Since one of the aims and targets of the FRF is to develop football as a sport and also from a human perspective, the federation is launching a new project to raise new generations of players who are better prepared for life as a professional football player at the highest level. The project will enable young players to adopt the best possible strategies in order to ensure financial stability during their careers and afterwards, to apply the best practices in terms of media relationships, but also to have a healthy and well-balanced life and to build their careers by scrupulously respecting the values of fair play and integrity.

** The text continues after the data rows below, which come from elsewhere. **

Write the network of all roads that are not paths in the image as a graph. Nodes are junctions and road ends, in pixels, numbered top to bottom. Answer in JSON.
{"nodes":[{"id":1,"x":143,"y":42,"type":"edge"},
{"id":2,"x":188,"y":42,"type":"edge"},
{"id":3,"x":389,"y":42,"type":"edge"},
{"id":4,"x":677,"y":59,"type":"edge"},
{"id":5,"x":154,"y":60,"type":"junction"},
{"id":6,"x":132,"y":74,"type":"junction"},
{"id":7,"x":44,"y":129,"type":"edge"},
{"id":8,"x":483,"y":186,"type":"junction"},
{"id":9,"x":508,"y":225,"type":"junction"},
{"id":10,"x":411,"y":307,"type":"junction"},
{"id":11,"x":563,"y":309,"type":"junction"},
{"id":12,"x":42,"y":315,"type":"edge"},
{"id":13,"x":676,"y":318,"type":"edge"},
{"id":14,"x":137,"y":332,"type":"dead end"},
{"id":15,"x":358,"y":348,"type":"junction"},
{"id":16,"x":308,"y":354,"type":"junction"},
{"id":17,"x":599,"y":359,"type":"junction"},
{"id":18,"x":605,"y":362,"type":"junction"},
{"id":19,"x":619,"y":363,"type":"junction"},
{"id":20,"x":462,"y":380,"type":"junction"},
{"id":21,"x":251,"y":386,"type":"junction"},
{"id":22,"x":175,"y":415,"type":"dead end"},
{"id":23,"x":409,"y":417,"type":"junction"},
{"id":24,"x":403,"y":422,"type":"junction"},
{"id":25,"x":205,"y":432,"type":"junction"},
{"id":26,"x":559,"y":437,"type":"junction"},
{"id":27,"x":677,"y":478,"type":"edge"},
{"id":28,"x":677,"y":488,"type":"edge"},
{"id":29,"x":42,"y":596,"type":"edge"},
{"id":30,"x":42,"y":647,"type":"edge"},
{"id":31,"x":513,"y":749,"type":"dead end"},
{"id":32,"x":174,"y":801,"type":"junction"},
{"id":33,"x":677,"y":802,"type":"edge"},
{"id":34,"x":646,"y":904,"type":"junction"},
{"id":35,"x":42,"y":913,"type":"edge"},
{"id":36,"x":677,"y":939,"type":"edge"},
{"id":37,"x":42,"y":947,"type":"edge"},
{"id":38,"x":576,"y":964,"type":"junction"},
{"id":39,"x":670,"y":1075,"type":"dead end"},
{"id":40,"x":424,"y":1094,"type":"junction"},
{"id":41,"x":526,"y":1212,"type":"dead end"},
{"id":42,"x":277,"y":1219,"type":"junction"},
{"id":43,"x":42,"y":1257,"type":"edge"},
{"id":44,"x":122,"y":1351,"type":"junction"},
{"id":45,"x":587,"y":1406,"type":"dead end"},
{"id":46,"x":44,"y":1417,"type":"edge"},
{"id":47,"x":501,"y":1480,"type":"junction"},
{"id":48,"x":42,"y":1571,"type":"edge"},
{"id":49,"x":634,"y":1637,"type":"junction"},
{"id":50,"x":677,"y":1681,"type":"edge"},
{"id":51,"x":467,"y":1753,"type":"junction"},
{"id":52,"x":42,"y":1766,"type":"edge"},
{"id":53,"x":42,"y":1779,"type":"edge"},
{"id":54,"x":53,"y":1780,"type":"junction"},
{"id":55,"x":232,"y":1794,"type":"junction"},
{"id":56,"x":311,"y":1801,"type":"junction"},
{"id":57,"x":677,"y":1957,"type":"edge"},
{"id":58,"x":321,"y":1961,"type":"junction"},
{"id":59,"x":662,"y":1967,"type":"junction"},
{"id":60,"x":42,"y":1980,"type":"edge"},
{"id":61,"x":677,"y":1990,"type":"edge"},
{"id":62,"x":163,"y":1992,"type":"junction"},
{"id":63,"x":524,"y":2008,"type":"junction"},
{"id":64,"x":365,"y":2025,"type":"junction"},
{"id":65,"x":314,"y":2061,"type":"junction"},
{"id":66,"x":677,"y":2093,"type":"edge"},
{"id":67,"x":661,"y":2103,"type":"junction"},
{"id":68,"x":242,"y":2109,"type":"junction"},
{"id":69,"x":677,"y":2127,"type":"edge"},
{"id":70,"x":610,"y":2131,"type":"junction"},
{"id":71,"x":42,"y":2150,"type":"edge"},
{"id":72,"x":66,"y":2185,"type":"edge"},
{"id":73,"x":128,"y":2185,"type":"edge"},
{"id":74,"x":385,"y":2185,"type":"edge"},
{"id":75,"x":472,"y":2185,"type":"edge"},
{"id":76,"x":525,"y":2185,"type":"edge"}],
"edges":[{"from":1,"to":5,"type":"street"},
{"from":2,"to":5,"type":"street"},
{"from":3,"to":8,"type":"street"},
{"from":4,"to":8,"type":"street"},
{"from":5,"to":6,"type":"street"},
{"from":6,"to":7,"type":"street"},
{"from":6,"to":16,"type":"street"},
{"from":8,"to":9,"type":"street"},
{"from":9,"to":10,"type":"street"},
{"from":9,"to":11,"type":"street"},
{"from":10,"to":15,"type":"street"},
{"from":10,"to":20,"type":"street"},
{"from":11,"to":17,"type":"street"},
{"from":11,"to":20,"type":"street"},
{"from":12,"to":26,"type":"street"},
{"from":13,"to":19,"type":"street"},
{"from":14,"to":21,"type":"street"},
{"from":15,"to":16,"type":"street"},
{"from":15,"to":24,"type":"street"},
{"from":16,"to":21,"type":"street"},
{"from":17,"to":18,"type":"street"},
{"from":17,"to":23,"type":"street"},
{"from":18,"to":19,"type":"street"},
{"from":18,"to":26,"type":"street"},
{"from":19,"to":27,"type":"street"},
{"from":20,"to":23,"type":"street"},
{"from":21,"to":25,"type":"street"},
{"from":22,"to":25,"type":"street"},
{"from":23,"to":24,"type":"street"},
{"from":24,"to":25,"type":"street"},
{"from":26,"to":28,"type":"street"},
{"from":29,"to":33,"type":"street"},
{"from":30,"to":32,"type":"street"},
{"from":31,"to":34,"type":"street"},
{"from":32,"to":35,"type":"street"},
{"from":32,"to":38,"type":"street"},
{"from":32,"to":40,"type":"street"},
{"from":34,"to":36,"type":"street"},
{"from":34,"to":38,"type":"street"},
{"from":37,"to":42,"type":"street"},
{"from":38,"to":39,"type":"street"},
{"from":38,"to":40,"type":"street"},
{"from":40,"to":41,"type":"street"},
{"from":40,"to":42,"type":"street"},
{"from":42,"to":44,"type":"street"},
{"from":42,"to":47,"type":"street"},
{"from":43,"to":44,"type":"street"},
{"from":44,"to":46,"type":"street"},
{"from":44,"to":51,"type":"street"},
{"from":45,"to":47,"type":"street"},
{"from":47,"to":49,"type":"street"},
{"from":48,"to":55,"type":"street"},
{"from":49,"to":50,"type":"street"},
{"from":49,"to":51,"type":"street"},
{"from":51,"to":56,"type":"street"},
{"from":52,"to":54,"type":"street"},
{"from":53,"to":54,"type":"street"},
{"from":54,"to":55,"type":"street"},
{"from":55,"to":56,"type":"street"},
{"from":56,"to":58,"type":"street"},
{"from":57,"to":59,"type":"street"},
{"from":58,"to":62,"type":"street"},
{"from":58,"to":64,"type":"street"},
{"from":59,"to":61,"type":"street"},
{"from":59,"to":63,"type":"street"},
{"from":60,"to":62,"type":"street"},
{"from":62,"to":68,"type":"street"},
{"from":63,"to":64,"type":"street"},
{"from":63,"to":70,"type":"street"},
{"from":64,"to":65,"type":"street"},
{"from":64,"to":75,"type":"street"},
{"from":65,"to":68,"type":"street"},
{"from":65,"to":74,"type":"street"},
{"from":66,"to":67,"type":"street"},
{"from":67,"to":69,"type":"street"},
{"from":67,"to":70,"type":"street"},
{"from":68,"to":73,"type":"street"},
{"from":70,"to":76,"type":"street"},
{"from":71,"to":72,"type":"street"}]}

Starting with the Under-15s, whenever they are called up for the national team, whether for training camps, friendly and/or official matches, the players will have to study the FRF’s code of ethics and also follow mandatory special courses. The educational programme has seven modules: media relations and social media; anti-doping and nutrition; financial management; general education; integrity; mental coaching; and equality, diversity and social responsibility.

Each national youth team generally has a minimum of five meetings a year, almost all of them involving international matches or participation in international tournaments. With the support of specialists (teachers and others) in all the aforementioned areas, the FRF will ensure proper education for all selected players. If players have to miss any of the meetings, the FRF will send the modules to them care of their clubs and make sure they receive the same advice at club level.

This type of initiative is a first, and in the long term, it is hoped that it will produce players who are better prepared as sportsmen and women and who, if they move abroad, are able to adapt immediately to the new high standards that await them and, subsequently, to advance in their careers.